The morphing OS is key in the battle for post-PC era supremacy
The success of the morphing phone hinges on a crucial factor: the morphing operating system, a full-fledged desktop OS at its core with functionality and features borrowed from a phone OS. With the ability to support numerous devices, the morphing operating system needs to combine the usability of a phone OS with the power of a desktop OS. The desktop-style features would largely be hidden until the phone is morphed into a device with a larger display such as a tablet or a desktop monitor. Conversely, it would present more minimally on the likes of automotive displays, smart watches and smart glasses.

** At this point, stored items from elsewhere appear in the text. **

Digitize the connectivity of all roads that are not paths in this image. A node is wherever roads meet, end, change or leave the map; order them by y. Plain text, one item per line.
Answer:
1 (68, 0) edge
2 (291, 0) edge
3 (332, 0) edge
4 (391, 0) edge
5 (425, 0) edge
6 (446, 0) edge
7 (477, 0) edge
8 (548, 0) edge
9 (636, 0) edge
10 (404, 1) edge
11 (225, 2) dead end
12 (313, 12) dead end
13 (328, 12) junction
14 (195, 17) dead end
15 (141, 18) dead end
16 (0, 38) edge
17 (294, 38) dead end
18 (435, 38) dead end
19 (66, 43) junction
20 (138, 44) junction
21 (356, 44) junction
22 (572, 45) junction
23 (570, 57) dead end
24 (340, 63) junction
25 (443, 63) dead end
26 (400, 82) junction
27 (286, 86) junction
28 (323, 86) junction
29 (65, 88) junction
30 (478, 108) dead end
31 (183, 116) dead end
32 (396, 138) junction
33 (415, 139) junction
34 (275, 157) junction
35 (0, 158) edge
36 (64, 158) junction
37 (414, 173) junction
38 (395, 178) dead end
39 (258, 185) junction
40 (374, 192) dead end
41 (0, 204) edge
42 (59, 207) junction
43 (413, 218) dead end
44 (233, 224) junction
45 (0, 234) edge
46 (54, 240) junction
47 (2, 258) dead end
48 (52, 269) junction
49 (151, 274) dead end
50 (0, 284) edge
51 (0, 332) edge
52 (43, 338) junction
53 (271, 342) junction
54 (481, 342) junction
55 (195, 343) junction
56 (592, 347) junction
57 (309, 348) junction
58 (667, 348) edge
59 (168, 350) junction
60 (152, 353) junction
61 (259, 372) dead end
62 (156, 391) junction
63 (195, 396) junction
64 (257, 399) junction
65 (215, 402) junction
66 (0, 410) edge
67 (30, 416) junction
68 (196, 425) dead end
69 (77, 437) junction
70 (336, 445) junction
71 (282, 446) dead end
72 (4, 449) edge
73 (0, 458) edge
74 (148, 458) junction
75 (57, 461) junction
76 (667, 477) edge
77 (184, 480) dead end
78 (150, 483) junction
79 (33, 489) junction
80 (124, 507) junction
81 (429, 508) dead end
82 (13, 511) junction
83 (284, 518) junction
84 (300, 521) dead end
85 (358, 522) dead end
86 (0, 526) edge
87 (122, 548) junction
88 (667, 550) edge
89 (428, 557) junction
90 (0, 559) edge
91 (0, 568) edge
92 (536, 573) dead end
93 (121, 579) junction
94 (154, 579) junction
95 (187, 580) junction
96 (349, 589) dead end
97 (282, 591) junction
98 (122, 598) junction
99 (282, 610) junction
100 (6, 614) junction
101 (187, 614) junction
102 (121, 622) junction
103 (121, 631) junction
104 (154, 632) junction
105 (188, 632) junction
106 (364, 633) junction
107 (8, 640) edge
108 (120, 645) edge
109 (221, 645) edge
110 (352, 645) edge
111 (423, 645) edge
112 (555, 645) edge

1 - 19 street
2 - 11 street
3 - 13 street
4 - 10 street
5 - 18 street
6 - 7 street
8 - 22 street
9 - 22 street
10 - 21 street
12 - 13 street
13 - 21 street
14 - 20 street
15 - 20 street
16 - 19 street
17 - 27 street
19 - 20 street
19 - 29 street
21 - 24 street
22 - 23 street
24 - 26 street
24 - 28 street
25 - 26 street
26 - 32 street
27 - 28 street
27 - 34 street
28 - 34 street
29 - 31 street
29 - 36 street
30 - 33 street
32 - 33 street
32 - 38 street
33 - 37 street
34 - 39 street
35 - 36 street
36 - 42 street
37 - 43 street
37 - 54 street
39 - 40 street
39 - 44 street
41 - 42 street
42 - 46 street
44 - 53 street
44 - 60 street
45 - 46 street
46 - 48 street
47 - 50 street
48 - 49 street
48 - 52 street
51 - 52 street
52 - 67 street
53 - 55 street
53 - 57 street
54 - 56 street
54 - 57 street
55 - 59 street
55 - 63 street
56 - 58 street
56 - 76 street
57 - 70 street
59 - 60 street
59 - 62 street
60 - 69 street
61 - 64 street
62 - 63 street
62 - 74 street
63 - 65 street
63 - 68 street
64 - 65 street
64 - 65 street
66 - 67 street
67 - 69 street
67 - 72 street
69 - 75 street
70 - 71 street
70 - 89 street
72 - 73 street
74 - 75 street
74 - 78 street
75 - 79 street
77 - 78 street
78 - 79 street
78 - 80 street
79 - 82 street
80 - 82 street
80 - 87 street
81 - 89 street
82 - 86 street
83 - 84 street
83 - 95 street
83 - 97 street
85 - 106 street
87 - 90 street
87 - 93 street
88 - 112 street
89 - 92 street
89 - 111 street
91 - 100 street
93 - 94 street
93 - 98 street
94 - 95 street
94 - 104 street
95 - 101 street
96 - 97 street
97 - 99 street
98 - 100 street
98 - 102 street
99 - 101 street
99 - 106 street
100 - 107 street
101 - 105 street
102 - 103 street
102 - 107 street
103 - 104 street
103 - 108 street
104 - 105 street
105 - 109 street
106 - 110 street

The incumbent heavyweights with desktop and mobile OS’s—Google, Apple and Microsoft—are in the best position to push such a hybrid OS. And their respective operating systems are beginning to converge. While Google initially released different versions of its mobile operating system for tablets and phones, they were merged in version 4.0 (Ice Cream Sandwich). Further, Android already powers numerous devices such as smart watches, headphones, refrigerators, smart TVs, home automation systems and fitness equipment. Sergey Brin has publicly stated that Android and Chrome OS (the company’s desktop OS) are likely to converge over time. Similarly, Apple’s mobile OS iOS powers both the iPhone and the iPad. OS X Lion, the current version of its desktop OS borrows features such as multitouch gestures, App Store and Launcher from iOS. Mountain Lion, the next version, borrows numerous more such as Messages, Notes, Reminders and Notification Center.
Interestingly, Microsoft, the underdog in this space has a powerful edge over Google and Apple. The dominant tablet operating systems iOS and Android are hopelessly inadequate for anything that resembles “work.” However, Microsoft’s recently announced Surface tablet runs Windows 8, a full-fledged desktop operating system. Even more significantly, the next version of its phone OS is built around the core of Windows.